III. Effect of Calibrating Camera Tilt

  1. Obtain a VEX AIM Camera Calibration sheet. Use a ruler to measure the distance from the center of the robot template to the bottom edge of Aruco marker 3 (should be around 64 mm) and Aruco marker 2 (should be around 103 mm).
  2. Place the robot on the calibration sheet.
  3. Make a lab4 directory.
  4. Download Calibrate.fsm into your lab4 directory, read the code, and compile with genfsm.
  5. Turn on the crosshairs in the camera viewer and turn the robot so that the vertical line of the crosshairs runs through the exact centers of the Aruco markers. Make sure the robot remains positioned within the outline on the calibration sheet.
  6. Run the Calibrate program and note the pixel coordinates of the four corners of Aruco marker 3. Camera images have a (width, height) of (640, 480) pixels, and the origin (0,0) is the top left corner.
  7. We want to find the pixel coordinates of the midpoint of the bottom edge of marker 3. Modify the Calibrate program to compute this from the corner information.
  8. Run the midpoint coordinates through robot.kine.project_to_ground() to calculate the coordinates of the point in the robot's base reference frame.
  9. Q2: Compare the result you calculated with the value you measured with the ruler.
  10. Make sure the robot's pose is at the origin by doing robot.set_pose(0,0,0,0) and then verify with "show pose".
  11. Place an orange barrel on top of Aruco marker 2 (not marker 3) so that the bottom edge of the barrel lies on the bottom edge of the marker.
  12. Q3: Do "show objects" and check the distance to the orange barrel. How close does it come to the true distance?
  13. Edit aim_kin.py and replace your measured value of camera_tilt with the design spec value of 18 degrees.
  14. Q4: Run the orange barrel experiment again and compare the new distance value with the old one.
  15. In vex-aim-tools/aim_fsm, do "git checkout aim_kin.py" to restore the original version of the file.

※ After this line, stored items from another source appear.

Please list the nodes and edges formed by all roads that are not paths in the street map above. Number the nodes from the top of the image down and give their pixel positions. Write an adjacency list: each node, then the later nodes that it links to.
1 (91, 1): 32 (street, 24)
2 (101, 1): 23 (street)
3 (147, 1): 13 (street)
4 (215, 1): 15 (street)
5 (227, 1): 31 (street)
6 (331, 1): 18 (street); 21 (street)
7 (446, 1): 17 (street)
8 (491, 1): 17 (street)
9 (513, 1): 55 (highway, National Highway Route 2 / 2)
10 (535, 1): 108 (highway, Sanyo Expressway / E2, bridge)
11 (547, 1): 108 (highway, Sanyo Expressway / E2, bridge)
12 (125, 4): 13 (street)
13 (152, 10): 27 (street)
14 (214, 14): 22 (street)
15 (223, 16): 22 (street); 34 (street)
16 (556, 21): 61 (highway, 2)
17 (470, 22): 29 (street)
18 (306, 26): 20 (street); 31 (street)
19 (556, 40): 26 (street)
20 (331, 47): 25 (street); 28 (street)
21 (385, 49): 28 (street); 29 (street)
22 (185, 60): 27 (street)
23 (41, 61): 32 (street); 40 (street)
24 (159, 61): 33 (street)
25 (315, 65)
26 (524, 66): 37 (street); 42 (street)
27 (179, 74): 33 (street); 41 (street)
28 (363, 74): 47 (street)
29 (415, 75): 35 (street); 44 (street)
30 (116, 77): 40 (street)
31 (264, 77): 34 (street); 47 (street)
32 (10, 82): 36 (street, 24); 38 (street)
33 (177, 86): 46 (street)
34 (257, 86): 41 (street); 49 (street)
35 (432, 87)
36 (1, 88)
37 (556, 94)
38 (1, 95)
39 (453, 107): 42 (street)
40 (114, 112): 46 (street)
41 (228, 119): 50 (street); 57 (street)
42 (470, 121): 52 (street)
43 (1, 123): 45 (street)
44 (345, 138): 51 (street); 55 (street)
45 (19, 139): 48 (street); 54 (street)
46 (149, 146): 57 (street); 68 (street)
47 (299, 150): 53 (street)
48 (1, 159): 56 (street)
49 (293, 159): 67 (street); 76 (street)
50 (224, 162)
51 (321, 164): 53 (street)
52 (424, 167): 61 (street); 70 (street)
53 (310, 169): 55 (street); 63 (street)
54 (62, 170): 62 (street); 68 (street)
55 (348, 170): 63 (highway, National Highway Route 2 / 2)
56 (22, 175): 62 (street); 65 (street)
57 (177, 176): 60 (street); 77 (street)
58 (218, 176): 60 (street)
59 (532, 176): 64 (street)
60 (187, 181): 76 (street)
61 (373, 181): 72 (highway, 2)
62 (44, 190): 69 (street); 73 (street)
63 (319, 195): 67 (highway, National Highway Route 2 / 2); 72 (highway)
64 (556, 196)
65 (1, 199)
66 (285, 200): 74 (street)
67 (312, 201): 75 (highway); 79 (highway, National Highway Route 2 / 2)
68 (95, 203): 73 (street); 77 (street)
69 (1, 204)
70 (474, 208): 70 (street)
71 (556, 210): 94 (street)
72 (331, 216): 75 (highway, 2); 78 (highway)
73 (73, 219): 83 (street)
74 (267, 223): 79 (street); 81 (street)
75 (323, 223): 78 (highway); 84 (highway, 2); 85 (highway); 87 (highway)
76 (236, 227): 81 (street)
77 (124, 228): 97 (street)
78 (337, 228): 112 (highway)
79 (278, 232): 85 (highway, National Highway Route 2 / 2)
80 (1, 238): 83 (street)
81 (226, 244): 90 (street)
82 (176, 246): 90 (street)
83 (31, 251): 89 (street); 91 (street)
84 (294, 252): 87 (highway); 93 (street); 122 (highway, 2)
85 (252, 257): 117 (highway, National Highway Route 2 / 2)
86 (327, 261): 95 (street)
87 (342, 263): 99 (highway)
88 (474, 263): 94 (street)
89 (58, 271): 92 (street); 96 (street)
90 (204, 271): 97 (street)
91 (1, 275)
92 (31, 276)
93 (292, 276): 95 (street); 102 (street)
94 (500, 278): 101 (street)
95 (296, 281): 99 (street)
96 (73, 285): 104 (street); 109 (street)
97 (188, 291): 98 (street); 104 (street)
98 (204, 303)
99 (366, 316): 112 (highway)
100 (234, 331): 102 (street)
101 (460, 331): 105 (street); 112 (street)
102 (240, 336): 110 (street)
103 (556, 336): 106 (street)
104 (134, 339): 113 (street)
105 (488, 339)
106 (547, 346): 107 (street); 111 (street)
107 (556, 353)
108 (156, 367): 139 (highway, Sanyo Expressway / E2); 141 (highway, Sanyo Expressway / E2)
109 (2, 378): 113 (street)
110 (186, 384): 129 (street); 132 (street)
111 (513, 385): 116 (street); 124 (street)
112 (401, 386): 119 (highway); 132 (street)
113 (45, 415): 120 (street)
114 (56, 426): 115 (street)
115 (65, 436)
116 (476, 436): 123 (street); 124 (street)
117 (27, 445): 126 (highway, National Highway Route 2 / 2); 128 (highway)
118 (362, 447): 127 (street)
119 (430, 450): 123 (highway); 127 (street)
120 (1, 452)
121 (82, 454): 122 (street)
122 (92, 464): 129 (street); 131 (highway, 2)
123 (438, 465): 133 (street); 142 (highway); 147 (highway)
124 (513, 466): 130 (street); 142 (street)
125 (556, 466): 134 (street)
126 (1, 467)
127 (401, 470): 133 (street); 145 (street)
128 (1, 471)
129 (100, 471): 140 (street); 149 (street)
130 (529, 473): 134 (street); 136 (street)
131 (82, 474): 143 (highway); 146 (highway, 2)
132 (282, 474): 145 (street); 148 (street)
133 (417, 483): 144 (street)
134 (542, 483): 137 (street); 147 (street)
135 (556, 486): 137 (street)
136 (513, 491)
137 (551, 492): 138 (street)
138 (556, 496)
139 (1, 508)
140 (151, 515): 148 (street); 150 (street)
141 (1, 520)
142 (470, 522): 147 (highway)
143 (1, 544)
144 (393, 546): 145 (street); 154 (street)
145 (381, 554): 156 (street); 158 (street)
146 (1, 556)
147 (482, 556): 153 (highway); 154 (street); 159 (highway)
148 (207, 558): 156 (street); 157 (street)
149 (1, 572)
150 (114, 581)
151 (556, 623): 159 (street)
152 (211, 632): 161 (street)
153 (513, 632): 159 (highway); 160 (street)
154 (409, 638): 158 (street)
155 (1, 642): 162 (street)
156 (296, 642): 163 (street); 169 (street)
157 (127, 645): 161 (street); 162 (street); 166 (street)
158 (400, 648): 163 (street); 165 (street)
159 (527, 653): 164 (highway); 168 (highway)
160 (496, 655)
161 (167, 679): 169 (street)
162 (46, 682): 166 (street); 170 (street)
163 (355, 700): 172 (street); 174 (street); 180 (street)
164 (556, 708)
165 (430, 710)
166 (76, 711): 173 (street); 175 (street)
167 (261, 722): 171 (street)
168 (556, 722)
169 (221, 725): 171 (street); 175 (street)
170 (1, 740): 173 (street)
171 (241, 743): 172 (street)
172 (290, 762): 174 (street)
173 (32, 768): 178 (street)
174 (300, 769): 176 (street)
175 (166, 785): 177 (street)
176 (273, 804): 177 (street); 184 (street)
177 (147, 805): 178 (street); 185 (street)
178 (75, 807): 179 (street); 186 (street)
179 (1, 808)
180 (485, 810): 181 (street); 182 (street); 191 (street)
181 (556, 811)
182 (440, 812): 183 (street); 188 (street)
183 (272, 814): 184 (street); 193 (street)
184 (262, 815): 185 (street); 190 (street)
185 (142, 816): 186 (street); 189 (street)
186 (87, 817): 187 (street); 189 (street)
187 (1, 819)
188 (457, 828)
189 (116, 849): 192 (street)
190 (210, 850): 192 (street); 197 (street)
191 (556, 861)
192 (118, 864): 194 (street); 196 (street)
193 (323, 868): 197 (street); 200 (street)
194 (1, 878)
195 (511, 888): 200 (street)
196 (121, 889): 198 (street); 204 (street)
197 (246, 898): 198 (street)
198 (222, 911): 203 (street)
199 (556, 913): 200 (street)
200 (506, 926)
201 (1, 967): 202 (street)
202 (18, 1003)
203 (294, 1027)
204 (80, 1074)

IV. Examining Data Association

  1. Reset the robot's coordinate system by doing set_pose(0,0,0,0).
  2. Show the robot two orange barrels side-by-side, straight ahead at a distance of around 150 mm. You can figure out which one is OrangeBarrel.a and which is OrangeBarrel.b by doing "show objects" and looking at the y-coordinate. Objects further to the left have more positive y-coordinates because in the base reference frame, the x axis points straight ahead and the y axis points to the left. You can also hold your hand in front of one of the barrels and do "show objects" to see which barrel is still visible.
  3. Remove OrangeBarrel.b and place it behind the robot. Since the barrel's previous location falls within the camera field of view, the robot knows that the barrel is not there, so the barrel is treated as missing. The barrel disappears from the world map, and "show objects" indicates that its state is now "missing".
  4. Do Turn(180).now() to turn the robot around so it sees the barrel you moved. Note that it is assigned the identity OrangeBarrel.b again, i.e., we assume that this is the barrel that went missing. Since OrangeBarrel.a is no longer visible, it is dimmed in the world map, and "show objects" displays its state as "unseen".
  5. Quit simple_cli. Position the two orange barrels so they are side-by-side at a distance of 150 mm ahead of the robot, but far to the left in its field of view:
  6. Start simple_cli and do "show objects". OrangeBarrel.a should have a more positive y coordinate than OrangeBarrel.b, indicating that OrangeBarrel.a is to the left of OrangeBarrel.b.
  7. Use one hand to block the camera, and slide both barrels to near the right edge of the camera's field of view:
  8. Unblock the camera. Because both barrels are far from their initial positions, neither matches a world map object, so the greedy data association algorithm tries to make assignments, and it may choose poorly. In other words, OrangeBarrel.a, which was originally the barrel on the left (more positive y-coordinate), might end up as the barrel on the right (less positive y-coordinate). Q5: Document this with screenshots showing the barrel configurations, the worldmap views, and the output of "show objects".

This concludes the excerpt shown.